Because what we forget (and the young ones never knew) is that the Google Hivemind is new. These forums, the SRD, etc effectively do not exist when 3.0 hits the shelves and your Internet access requires you to monopolize the house's landline.

The best analogy to think of is riddles. In the Bronze Age, the Riddle of the Sphinx was a significant intellectual challenge. Now, it's a trivial question for smart 3rd graders. That's what happened to the Tarrasque, and that's basically what happened to the epic PCs from AD&D and the deities and demigods who were statted out in 2e and then basically converted to 3e.

The OOTS reference is to Xykon's monologue about power being power, and interpreting that through the lens of "system mastery." V had epic level power, but had mid-level system mastery.

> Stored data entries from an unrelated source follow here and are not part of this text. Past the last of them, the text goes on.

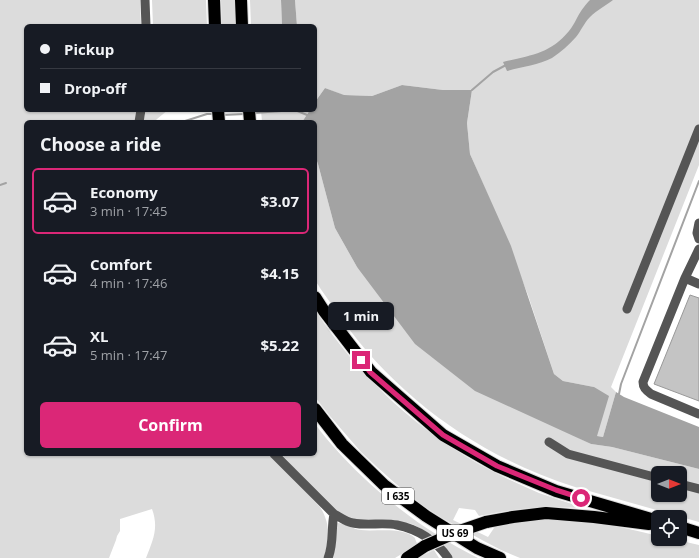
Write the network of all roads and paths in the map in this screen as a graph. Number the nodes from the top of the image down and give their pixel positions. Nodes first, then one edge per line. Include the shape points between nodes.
1 (145, 0) edge
2 (214, 0) edge
3 (241, 0) edge
4 (146, 24) edge
5 (215, 24) edge
6 (242, 24) edge
7 (699, 129) edge
8 (699, 223) edge
9 (699, 239) edge
10 (699, 249) edge
11 (686, 278) junction
12 (699, 284) edge
13 (317, 300) edge
14 (627, 309) dead end
15 (317, 412) edge
16 (699, 414) edge
17 (549, 442) dead end
18 (276, 456) edge
19 (651, 476) edge
20 (687, 486) edge
21 (699, 489) edge
22 (334, 514) junction
23 (651, 519) edge
24 (651, 524) edge
25 (687, 530) edge
26 (699, 533) edge
27 (328, 558) edge
28 (407, 558) edge
29 (448, 558) edge
30 (500, 558) edge

1 - 4 street
2 - 5 highway
3 - 6 highway
7 - 14 street
8 - 9 street
10 - 11 street
11 - 12 street
11 - 16 street via 643,387 651,394
13 - 23 highway via 370,372 443,435 497,466 556,490
15 - 30 highway, I 635 via 342,444 384,485 426,516 477,548
17 - 19 street via 568,454
18 - 22 street
20 - 21 street
22 - 27 street
22 - 29 street via 353,523 396,525 410,529 428,537
24 - 28 highway, US 69, bridge via 594,516 546,513 513,517 486,522 457,532 425,546
25 - 26 highway

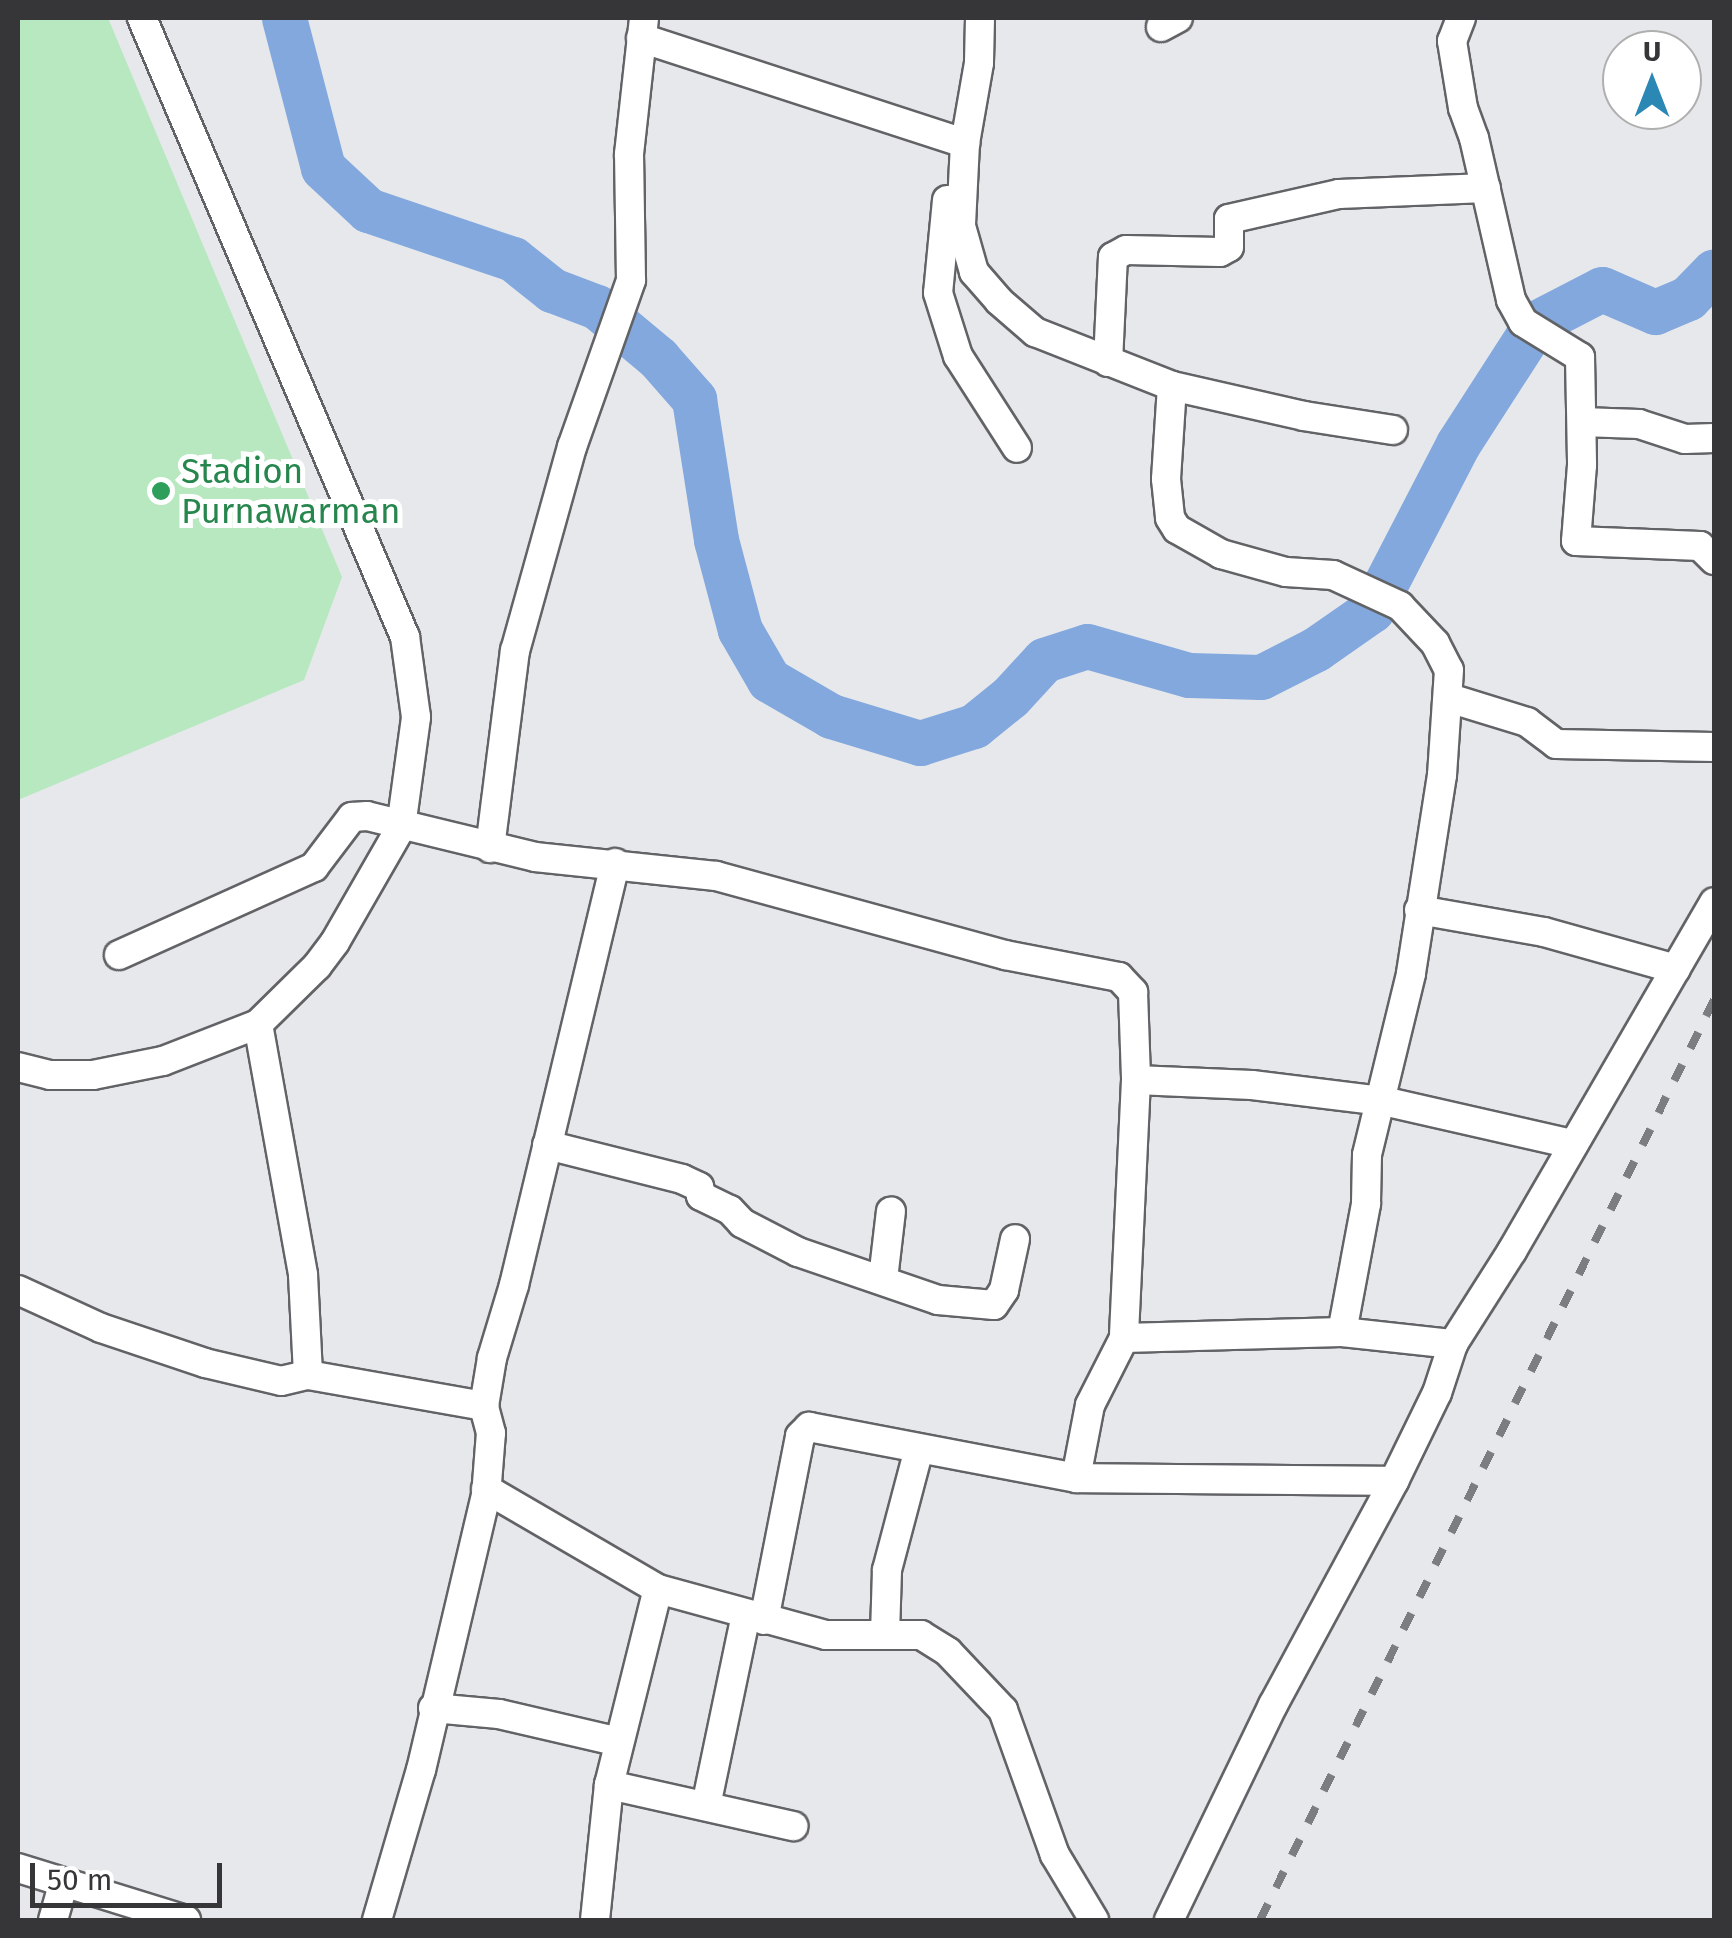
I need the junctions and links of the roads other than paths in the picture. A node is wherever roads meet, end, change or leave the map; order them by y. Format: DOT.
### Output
graph roads {
  1 [pos="142,18"];
  2 [pos="980,18"];
  3 [pos="1461,18"];
  4 [pos="642,28"];
  5 [pos="959,141"];
  6 [pos="1486,188"];
  7 [pos="1108,362"];
  8 [pos="1172,386"];
  9 [pos="1582,422"];
  10 [pos="1393,430"];
  11 [pos="1714,438"];
  12 [pos="1018,448"];
  13 [pos="1714,560"];
  14 [pos="1450,698"];
  15 [pos="1714,747"];
  16 [pos="401,827"];
  17 [pos="490,848"];
  18 [pos="615,863"];
  19 [pos="1714,902"];
  20 [pos="1419,910"];
  21 [pos="119,954"];
  22 [pos="1676,968"];
  23 [pos="258,1024"];
  24 [pos="18,1066"];
  25 [pos="1136,1080"];
  26 [pos="1383,1101"];
  27 [pos="1573,1144"];
  28 [pos="547,1145"];
  29 [pos="891,1211"];
  30 [pos="1015,1239"];
  31 [pos="883,1280"];
  32 [pos="18,1290"];
  33 [pos="1342,1332"];
  34 [pos="1124,1338"];
  35 [pos="1453,1344"];
  36 [pos="308,1374"];
  37 [pos="484,1406"];
  38 [pos="920,1448"];
  39 [pos="1076,1478"];
  40 [pos="1394,1481"];
  41 [pos="486,1489"];
  42 [pos="658,1589"];
  43 [pos="755,1617"];
  44 [pos="886,1634"];
  45 [pos="433,1708"];
  46 [pos="619,1742"];
  47 [pos="609,1785"];
  48 [pos="706,1806"];
  49 [pos="793,1826"];
  50 [pos="18,1868"];
  51 [pos="63,1886"];
  52 [pos="53,1920"];
  53 [pos="186,1920"];
  54 [pos="377,1920"];
  55 [pos="595,1920"];
  56 [pos="1094,1920"];
  57 [pos="1169,1920"];
  1 -- 16 [label="street"];
  2 -- 5 [label="street"];
  3 -- 6 [label="street"];
  4 -- 5 [label="street"];
  4 -- 17 [label="street"];
  5 -- 7 [label="street"];
  5 -- 12 [label="street"];
  6 -- 7 [label="street"];
  6 -- 9 [label="street"];
  7 -- 8 [label="street"];
  8 -- 10 [label="street"];
  8 -- 14 [label="street"];
  9 -- 11 [label="street"];
  9 -- 13 [label="street"];
  14 -- 15 [label="street"];
  14 -- 20 [label="street"];
  16 -- 17 [label="street"];
  16 -- 21 [label="street"];
  16 -- 23 [label="street"];
  17 -- 18 [label="street"];
  18 -- 25 [label="street"];
  18 -- 28 [label="street"];
  19 -- 22 [label="street"];
  20 -- 22 [label="street"];
  20 -- 26 [label="street"];
  22 -- 27 [label="street"];
  23 -- 24 [label="street"];
  23 -- 36 [label="street"];
  25 -- 26 [label="street"];
  25 -- 34 [label="street"];
  26 -- 27 [label="street"];
  26 -- 33 [label="street"];
  27 -- 35 [label="street"];
  28 -- 31 [label="street"];
  28 -- 37 [label="street"];
  29 -- 31 [label="street"];
  30 -- 31 [label="street"];
  32 -- 36 [label="street"];
  33 -- 34 [label="street"];
  33 -- 35 [label="street"];
  34 -- 39 [label="street"];
  35 -- 40 [label="street"];
  36 -- 37 [label="street"];
  37 -- 41 [label="street"];
  38 -- 39 [label="street"];
  38 -- 43 [label="street"];
  38 -- 44 [label="street"];
  39 -- 40 [label="street"];
  40 -- 57 [label="street"];
  41 -- 42 [label="street"];
  41 -- 45 [label="street"];
  42 -- 43 [label="street"];
  42 -- 46 [label="street"];
  43 -- 44 [label="street"];
  43 -- 48 [label="street"];
  44 -- 56 [label="street"];
  45 -- 46 [label="street"];
  45 -- 54 [label="street"];
  46 -- 47 [label="street"];
  47 -- 48 [label="street"];
  47 -- 55 [label="street"];
  48 -- 49 [label="street"];
  50 -- 51 [label="street"];
  51 -- 52 [label="street"];
  51 -- 53 [label="street"];
}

Similarly, because the AD&D epic NPCs grew up under AD&D and 2E rules, they're not built with 3E system mastery.



Yeah, epic is "challenging", but i find it to be frequently challenging in the same way that playing russian rulette is: You either have the ability to effect something, and win easily, or you don't and die horribly.

Right. The system simply wasn't designed to balance challenges at CR 20+. Either you beat them through an exploit, or they beat you through brute force. That doesn't really change between level 20 and level 50. (And before high-op shenanigans were developed, it doesn't really change after level 15 or so.)

P.F.
2015-02-01, 11:59 AM
1.- How do you play a core only epic game if the epic rules aren't core?


Core Rulebook II has epic level rules.


2.- Are you familiar with the core option to add casters to reduce the DC (thus cost and time) and the core option to acquire as many casters as needed?


So the DM must now limit access to npc spellcasters through the stated limits of NPC spellcasting services (not available in all areas etc etc) and Leadership feat (explicitly requires DM approval), in addition to downtime, monetary resources, political power, etc.

And this is why I "don't like" epic levels. Not because absurd builds become more absurd, or because those who can reshape reality are more powerful; than those who can't, but because of all the machinations and micromanaging required just to keep the game remotely playable for anyone.

Also, epic spellcasting uses way too many "ad-hoc" values for even the example spells, and the ad-hoc values assigned seem wildly out-of-line with the codified DC's of the spells seeds themselves.

georgie_leech
2015-02-01, 01:36 PM
So the DM must now limit access to npc spellcasters through the stated limits of NPC spellcasting services (not available in all areas etc etc) and Leadership feat (explicitly requires DM approval), in addition to downtime, monetary resources, political power, etc.



Quibble: the linked pages were implying that the Epic Spell Caster was Gate-ing in Solar's, not handing out flyers in the local tavern. In other words, magically summoning a host of angels to assist you.

Haruki-kun
2015-02-01, 04:34 PM
The Winged Mod: Closed due to thread necromancy, but if you want to continue discussing it, please go ahead and start a new thread.